S’agissant spécifiquement du fait que McKinsey France n’a payé aucun impôt sur les sociétés depuis dix ans, il s’agit comme l’explique le rapport du Sénat, d’un exemple caricatural d’optimisation fiscale utilisant la mécanique des prix de transferts et une localisation des profits aux USA dans le paradis fiscal du Delaware.

Contrairement à ce que prétend Emmanuel Macron la transposition européenne de l’impôt minimal mondial n’est pas faite. Le mensonge est assez grossier puisque le 15 mars, les ministres des finances de l’Union européenne, réunis sous la présidence de Bruno Le Maire, ne sont pas encore parvenus à se mettre d’accord.

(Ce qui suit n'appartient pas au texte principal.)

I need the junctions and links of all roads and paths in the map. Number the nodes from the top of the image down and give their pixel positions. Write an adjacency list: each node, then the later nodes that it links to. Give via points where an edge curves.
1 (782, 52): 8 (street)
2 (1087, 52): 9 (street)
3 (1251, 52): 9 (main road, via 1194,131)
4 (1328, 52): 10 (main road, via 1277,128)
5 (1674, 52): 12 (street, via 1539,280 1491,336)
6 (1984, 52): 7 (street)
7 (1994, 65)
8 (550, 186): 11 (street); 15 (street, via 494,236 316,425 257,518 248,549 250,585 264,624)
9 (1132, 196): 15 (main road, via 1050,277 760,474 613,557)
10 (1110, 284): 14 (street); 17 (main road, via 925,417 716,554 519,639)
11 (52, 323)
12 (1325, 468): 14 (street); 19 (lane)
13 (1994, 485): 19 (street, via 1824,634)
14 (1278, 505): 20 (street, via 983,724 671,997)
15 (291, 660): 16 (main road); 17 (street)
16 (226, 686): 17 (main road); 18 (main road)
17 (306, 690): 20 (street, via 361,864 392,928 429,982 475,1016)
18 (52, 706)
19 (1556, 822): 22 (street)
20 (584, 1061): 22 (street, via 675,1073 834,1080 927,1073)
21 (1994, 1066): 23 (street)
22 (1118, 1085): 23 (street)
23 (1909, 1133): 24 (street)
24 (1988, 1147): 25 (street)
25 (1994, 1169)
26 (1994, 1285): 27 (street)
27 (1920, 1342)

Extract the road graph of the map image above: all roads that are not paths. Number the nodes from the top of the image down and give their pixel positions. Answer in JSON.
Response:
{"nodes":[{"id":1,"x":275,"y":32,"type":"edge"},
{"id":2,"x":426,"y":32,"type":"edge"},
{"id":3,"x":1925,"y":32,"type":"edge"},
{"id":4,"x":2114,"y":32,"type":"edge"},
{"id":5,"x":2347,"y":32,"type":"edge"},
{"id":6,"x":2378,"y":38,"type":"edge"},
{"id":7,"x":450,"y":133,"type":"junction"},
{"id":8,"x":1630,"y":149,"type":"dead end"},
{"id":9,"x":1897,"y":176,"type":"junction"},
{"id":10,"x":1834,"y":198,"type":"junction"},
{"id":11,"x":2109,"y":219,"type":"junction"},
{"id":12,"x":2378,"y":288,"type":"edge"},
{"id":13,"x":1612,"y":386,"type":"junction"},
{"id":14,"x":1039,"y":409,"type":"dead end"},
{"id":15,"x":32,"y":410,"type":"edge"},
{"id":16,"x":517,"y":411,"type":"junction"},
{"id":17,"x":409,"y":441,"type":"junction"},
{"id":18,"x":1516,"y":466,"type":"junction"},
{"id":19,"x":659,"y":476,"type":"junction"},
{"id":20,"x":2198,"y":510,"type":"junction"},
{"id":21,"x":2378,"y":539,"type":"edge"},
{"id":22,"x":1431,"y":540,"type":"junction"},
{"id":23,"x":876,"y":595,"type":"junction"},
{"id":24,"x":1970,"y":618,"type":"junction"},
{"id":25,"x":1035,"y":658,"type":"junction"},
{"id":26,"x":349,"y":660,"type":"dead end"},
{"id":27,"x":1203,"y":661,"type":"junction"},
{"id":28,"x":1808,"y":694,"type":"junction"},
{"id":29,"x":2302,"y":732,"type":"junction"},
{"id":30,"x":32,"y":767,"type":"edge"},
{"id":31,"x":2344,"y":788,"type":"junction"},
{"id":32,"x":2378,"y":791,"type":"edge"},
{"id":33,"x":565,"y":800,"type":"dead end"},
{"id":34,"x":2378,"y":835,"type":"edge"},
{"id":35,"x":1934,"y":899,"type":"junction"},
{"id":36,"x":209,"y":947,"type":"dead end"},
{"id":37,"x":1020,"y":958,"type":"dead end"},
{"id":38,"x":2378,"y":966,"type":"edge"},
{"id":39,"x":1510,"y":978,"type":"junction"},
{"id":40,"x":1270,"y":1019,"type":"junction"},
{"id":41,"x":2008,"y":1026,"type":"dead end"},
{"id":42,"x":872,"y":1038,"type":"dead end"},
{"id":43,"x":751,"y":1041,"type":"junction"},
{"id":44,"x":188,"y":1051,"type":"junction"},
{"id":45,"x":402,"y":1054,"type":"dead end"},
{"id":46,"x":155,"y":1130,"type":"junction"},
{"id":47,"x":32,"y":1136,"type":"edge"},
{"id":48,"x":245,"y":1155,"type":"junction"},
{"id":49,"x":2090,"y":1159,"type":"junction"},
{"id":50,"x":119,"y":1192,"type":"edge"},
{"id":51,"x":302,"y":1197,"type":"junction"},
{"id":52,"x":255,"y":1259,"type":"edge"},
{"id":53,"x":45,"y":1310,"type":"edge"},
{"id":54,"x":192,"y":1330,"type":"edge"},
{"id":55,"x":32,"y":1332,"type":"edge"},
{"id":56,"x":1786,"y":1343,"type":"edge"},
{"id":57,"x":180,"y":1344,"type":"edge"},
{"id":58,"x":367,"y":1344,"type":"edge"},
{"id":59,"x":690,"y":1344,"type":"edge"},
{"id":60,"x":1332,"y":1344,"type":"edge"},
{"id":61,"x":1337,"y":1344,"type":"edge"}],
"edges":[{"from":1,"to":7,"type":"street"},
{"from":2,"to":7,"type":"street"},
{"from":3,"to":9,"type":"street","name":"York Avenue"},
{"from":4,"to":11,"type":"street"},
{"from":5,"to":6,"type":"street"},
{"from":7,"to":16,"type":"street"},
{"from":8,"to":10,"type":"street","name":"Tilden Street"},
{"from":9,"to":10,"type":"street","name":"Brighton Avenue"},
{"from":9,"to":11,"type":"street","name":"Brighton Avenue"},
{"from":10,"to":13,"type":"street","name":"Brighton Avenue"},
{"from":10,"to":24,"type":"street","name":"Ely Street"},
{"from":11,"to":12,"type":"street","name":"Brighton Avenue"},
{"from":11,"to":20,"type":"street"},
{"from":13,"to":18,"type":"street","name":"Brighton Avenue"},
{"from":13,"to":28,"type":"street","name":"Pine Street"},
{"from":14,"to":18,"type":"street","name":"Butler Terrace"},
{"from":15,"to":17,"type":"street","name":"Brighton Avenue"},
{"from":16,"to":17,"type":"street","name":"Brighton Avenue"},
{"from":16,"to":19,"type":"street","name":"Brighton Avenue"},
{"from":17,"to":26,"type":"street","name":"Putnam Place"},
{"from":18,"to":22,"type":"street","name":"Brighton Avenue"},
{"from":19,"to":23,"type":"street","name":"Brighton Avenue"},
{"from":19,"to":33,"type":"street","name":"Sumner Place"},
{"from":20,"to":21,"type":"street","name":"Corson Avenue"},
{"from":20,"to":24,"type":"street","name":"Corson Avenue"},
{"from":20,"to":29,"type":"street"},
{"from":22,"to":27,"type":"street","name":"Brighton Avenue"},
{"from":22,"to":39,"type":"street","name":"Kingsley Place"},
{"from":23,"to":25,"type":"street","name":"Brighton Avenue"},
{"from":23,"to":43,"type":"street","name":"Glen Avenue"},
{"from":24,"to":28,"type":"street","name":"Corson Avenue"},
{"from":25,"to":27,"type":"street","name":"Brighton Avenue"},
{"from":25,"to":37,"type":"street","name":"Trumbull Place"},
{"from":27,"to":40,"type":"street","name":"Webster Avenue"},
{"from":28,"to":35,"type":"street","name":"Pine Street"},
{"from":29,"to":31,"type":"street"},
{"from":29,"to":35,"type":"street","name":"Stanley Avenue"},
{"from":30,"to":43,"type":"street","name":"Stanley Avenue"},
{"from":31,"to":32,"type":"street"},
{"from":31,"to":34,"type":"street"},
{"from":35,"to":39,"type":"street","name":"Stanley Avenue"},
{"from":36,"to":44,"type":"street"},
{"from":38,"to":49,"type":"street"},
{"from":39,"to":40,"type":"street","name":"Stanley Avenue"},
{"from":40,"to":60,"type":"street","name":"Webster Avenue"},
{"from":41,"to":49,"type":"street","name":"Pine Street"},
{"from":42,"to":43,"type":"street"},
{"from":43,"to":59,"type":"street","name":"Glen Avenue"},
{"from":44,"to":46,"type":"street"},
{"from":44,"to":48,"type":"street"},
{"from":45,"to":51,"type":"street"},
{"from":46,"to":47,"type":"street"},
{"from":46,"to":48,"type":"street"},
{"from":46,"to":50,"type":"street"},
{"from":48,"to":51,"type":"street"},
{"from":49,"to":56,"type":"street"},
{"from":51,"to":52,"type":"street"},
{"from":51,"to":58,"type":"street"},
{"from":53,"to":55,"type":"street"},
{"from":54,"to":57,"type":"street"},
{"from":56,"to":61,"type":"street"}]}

En tout état de cause le texte sur la table, aboutirait à ce que McKinsey paierait 15% sur ses bénéfices français dans le Delaware aux USA et non en France. Encore faudrait-il qu’il déclare des bénéfices en France et donc que l’on agisse ici et maintenant contre l’utilisation abusive et caricaturale des prix de transferts.